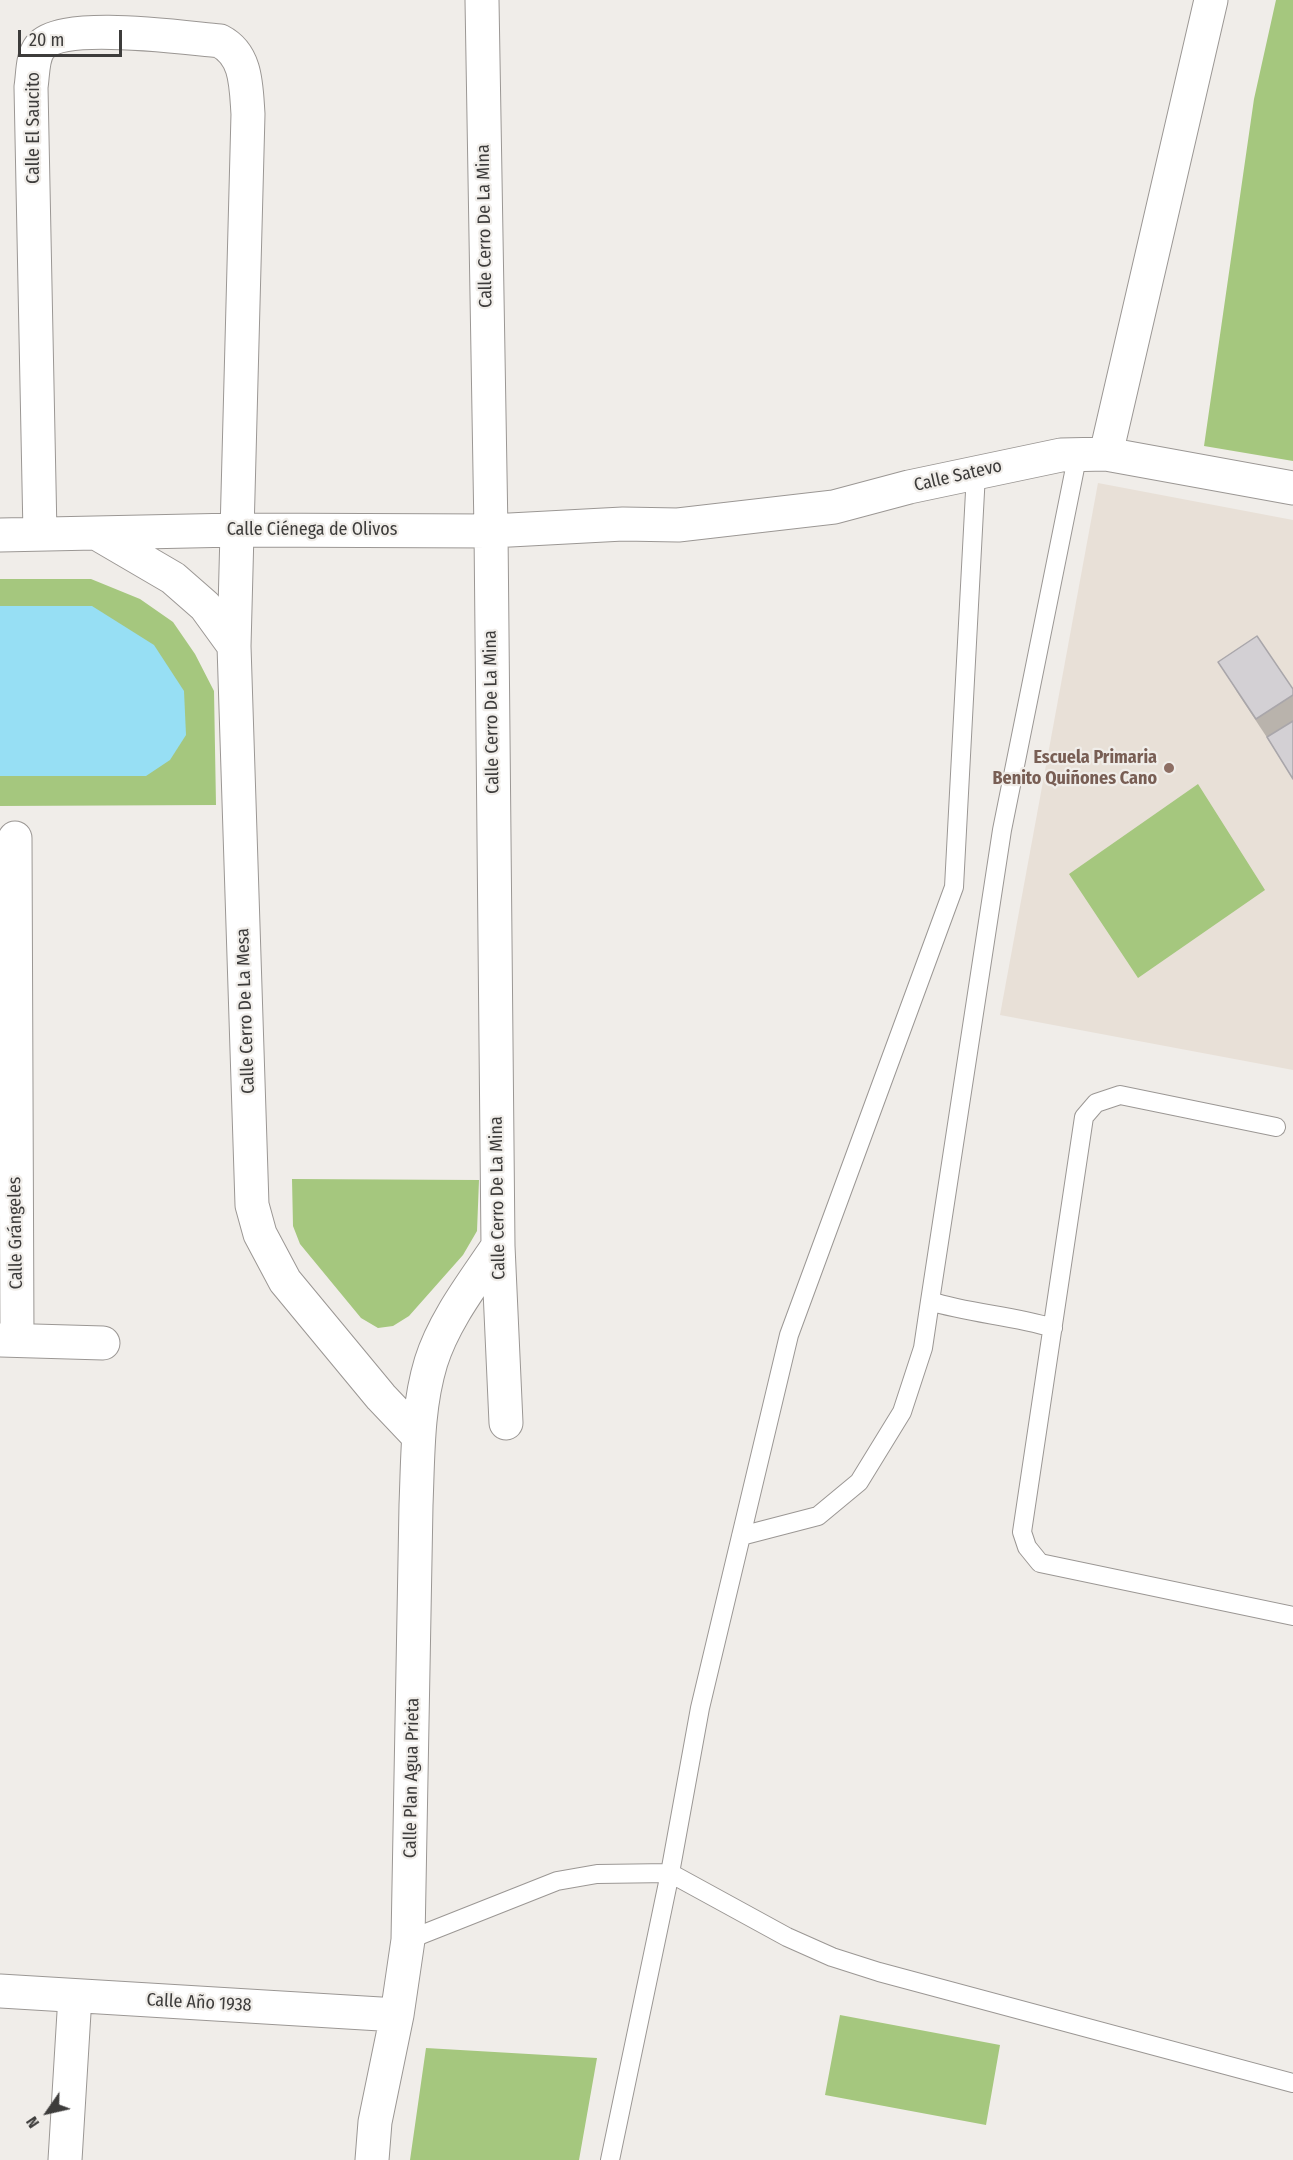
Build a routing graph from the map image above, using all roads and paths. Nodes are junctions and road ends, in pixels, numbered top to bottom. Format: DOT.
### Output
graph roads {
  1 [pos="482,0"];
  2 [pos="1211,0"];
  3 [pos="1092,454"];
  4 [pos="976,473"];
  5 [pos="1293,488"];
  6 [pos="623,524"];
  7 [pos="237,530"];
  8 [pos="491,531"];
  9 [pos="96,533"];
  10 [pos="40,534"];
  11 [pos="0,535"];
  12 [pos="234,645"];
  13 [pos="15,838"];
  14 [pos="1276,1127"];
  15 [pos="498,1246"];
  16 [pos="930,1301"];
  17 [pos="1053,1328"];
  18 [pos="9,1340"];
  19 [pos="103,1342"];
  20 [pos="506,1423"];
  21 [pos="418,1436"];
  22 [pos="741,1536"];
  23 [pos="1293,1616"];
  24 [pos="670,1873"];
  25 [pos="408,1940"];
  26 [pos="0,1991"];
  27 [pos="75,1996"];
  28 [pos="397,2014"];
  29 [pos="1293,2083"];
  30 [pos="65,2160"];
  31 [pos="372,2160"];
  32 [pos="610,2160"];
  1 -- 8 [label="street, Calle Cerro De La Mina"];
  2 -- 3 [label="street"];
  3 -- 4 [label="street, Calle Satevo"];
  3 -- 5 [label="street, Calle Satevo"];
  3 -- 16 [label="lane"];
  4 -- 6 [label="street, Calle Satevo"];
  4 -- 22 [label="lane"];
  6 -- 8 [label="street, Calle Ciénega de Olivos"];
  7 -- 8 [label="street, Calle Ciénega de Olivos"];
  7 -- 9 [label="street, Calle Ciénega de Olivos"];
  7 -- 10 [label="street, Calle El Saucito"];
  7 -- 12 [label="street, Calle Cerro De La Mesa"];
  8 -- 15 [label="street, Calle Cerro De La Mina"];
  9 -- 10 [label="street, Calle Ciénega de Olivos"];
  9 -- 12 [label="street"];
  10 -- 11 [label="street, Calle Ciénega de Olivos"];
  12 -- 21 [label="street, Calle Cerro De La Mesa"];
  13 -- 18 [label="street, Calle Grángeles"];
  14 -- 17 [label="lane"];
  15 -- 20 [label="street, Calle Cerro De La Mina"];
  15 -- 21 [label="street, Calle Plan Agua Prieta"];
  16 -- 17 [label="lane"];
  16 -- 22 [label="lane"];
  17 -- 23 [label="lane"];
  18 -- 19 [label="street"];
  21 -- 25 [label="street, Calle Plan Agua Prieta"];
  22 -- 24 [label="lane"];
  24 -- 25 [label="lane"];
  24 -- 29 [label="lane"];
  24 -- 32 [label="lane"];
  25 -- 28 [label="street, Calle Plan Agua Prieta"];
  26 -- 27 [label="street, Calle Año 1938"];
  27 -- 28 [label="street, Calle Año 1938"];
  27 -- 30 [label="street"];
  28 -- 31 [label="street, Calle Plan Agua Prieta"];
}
------------------------------------------------------------
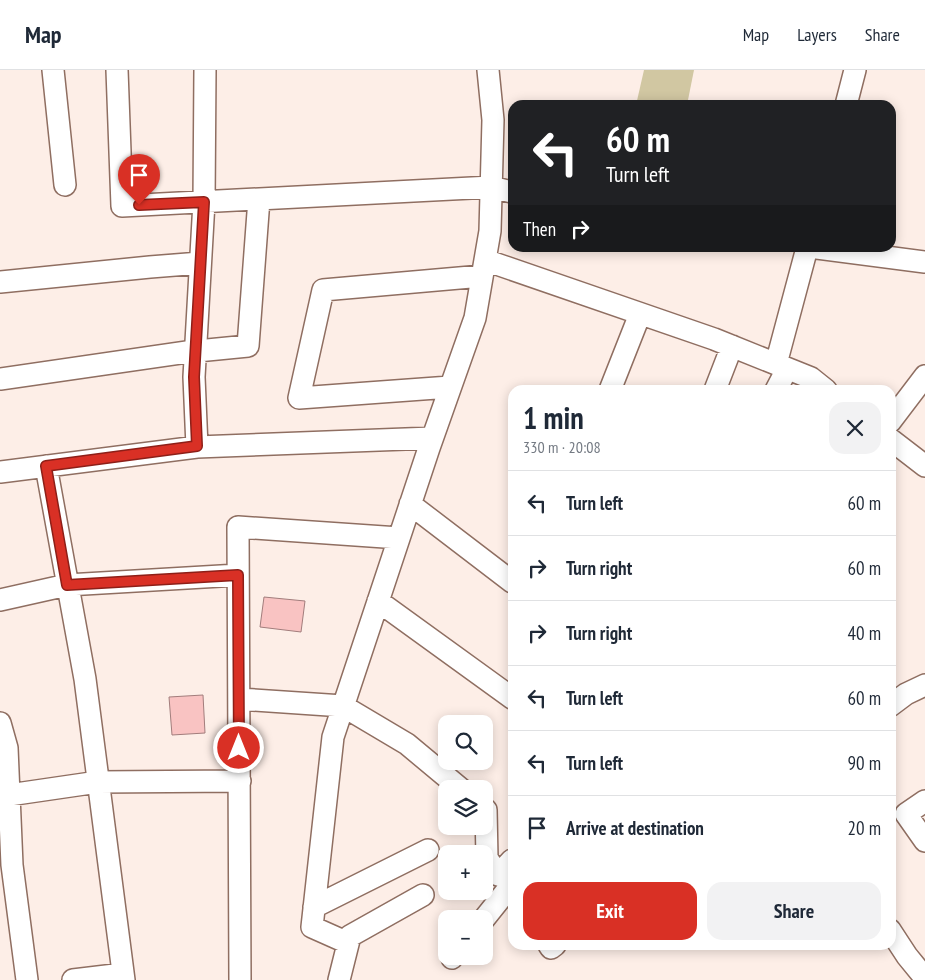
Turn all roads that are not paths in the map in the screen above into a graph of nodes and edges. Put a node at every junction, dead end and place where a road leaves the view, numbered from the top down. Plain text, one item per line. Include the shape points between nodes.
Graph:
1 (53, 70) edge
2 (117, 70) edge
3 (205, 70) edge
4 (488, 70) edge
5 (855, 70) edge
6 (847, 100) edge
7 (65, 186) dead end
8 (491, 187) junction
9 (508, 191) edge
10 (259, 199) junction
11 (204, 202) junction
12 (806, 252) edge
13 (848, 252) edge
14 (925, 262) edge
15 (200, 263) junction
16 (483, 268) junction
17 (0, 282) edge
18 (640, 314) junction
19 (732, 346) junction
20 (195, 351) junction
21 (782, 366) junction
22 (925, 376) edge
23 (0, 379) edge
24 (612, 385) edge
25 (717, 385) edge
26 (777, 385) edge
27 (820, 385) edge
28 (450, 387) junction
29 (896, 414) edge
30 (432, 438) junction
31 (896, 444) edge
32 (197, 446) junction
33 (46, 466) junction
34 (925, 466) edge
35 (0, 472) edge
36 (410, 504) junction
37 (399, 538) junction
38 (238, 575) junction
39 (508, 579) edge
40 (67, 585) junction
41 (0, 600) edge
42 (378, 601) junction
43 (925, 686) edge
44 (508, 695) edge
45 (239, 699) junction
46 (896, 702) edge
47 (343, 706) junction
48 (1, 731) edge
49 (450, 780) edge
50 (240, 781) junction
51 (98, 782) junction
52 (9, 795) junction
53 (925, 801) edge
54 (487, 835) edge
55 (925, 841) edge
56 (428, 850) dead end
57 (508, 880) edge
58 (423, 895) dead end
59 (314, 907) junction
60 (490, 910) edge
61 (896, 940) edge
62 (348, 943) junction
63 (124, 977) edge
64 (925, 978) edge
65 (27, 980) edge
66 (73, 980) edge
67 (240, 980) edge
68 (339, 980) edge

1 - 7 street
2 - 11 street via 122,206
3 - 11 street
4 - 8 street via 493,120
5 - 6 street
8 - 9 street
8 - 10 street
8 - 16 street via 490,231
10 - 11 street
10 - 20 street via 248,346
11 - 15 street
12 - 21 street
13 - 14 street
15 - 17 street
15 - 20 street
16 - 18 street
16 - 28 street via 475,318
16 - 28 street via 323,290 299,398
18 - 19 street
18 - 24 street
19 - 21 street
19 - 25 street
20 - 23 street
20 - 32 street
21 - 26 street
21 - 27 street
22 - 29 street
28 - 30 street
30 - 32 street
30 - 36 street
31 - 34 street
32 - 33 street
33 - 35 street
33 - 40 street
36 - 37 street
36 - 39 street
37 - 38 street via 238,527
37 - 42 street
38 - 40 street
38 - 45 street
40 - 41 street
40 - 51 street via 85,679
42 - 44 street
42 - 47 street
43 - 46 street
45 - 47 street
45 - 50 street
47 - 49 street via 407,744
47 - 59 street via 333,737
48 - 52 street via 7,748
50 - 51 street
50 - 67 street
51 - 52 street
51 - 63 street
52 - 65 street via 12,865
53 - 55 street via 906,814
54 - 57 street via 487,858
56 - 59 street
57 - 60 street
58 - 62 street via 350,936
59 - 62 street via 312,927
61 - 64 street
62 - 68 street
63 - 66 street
------------------------------------------------------------
→ **Problem details**: Scan the material for "dead" and copy the lines that hold it.

→ **Task output**:
Turn all roads that are not paths in the map in the screen above into a graph of nodes and edges. Put a node at every junction, dead end and place where a road leaves the view, numbered from the top down. Plain text, one item per line. Include the shape points between nodes.
7 (65, 186) dead end
56 (428, 850) dead end
58 (423, 895) dead end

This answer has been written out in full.